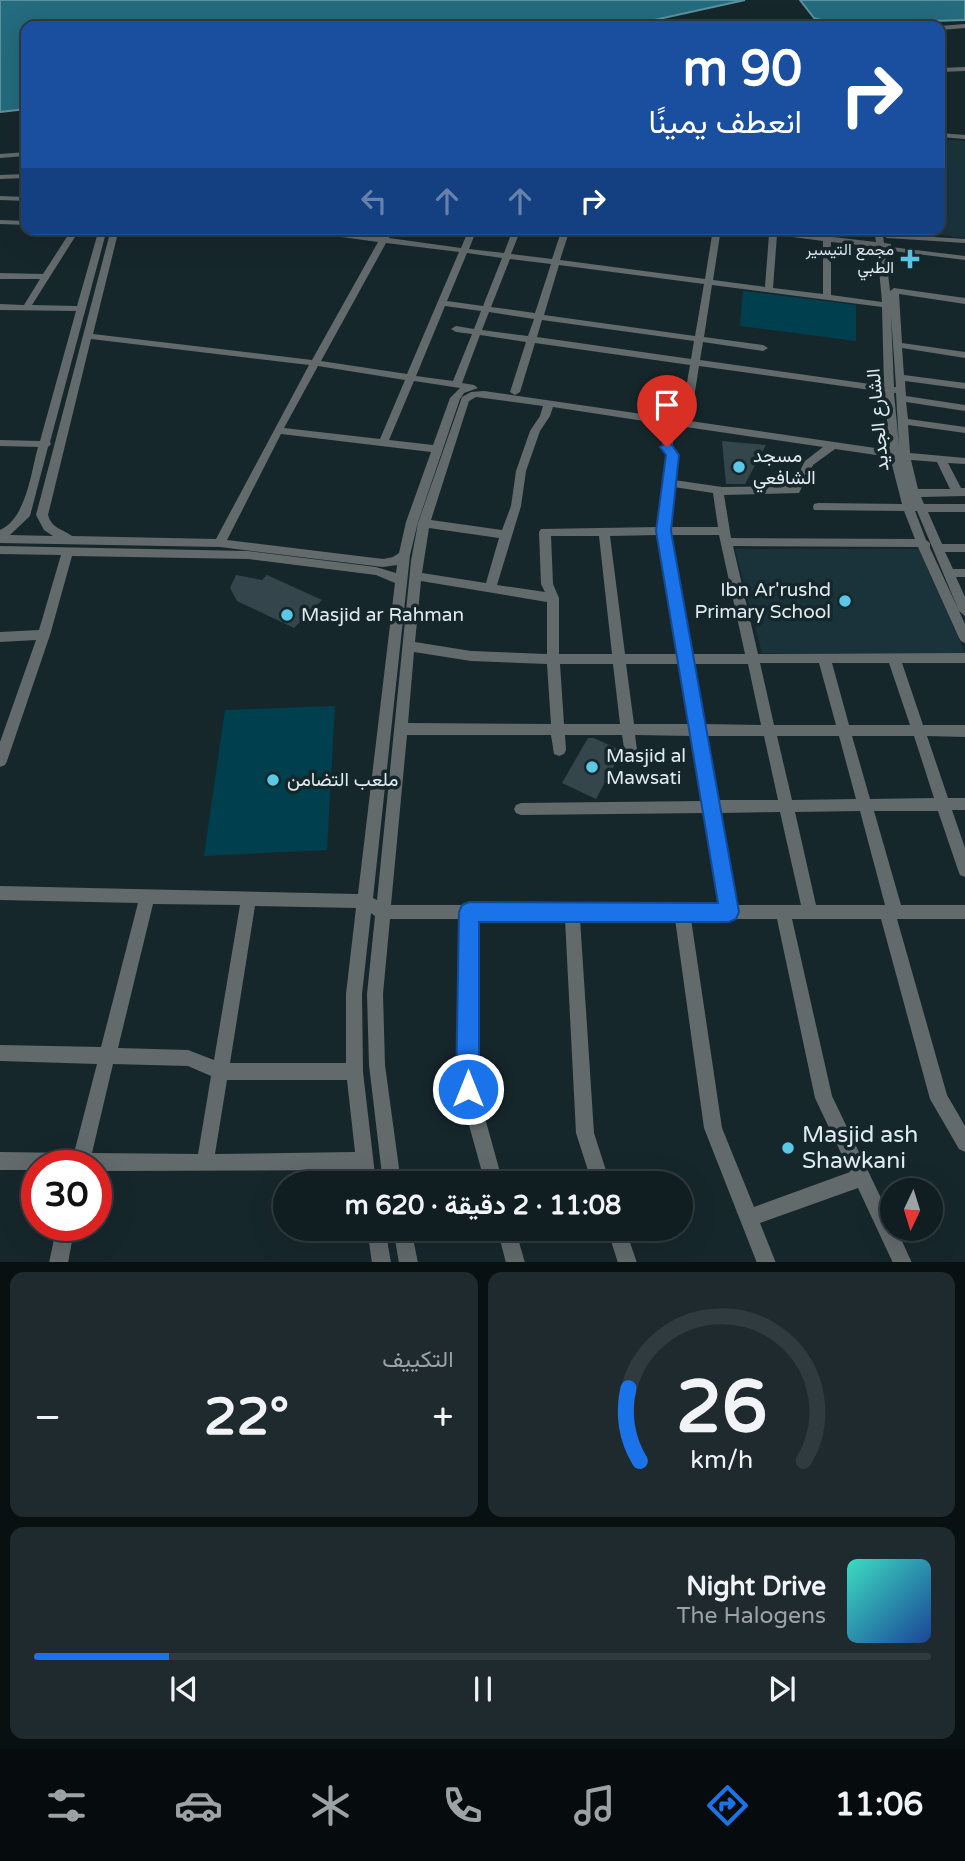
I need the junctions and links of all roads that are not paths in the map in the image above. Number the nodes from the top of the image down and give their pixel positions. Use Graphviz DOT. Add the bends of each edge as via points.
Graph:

= = = =

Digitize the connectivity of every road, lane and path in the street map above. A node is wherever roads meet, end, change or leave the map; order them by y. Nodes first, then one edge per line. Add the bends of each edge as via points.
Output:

= = = =

### WHAT IS EXPECTED
Search the material for "above" and copy each matching line.

### ANSWER BOX
I need the junctions and links of all roads that are not paths in the map in the image above. Number the nodes from the top of the image down and give their pixel positions. Use Graphviz DOT. Add the bends of each edge as via points.
Digitize the connectivity of every road, lane and path in the street map above. A node is wherever roads meet, end, change or leave the map; order them by y. Nodes first, then one edge per line. Add the bends of each edge as via points.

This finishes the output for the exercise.